Rapid permeation of sucrose into rice callus cells as a component of cryoprotectant solutions

Sucrose was first included in plant vitrification solutions (PVS) in 1989 and has since remained a primary component of most formulations. Although sucrose is known to stabilize cell membranes, prevent protein denaturation, and promote cellular dehydration, its specific role in successful plant cryopreservation remains unclear. The study reported here evaluates sucrose permeation into rice callus cells for each step of a model cryopreservation cycle. By deuterating sucrose, its C–D bond can be tracked using coherent anti‑Stokes Raman scattering microscopy, a highly sensitive, non‑invasive vibrational microscopy technique, thus converting the molecule into its own imaging agent. Results show that sucrose permeates cells quickly, within 6 s of initial exposure, and takes only 20‑30 s to reach steady‑state concentration.

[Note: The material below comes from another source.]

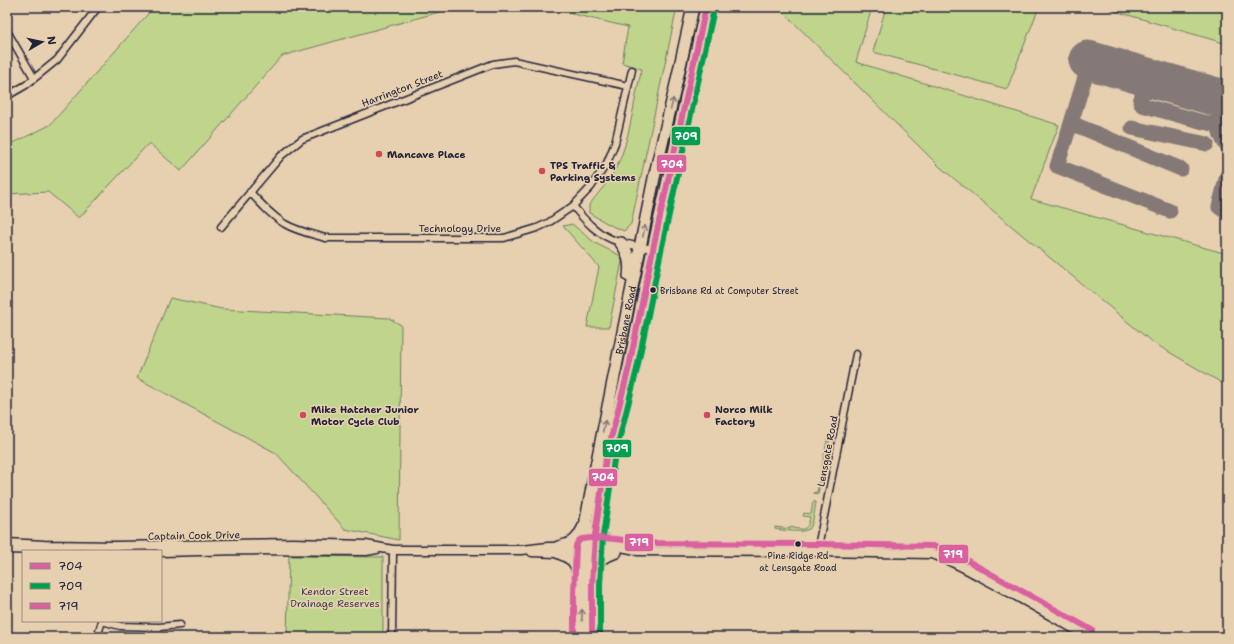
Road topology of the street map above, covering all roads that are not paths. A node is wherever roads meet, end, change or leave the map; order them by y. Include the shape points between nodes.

Sucrose also permeates the cells regardless of pre‑existing intracellular sucrose from prior exposure in the model cryopreservation cycle. Beyond the permeation of sucrose as a cryoprotecting agent, the results presented here suggest that this method could measure permeation by sucrose into biological tissue or biomaterials, and can be extended to other molecules, such as the permeation of herbicides or drugs, showing kinetics and sequestration into live cells and tissue.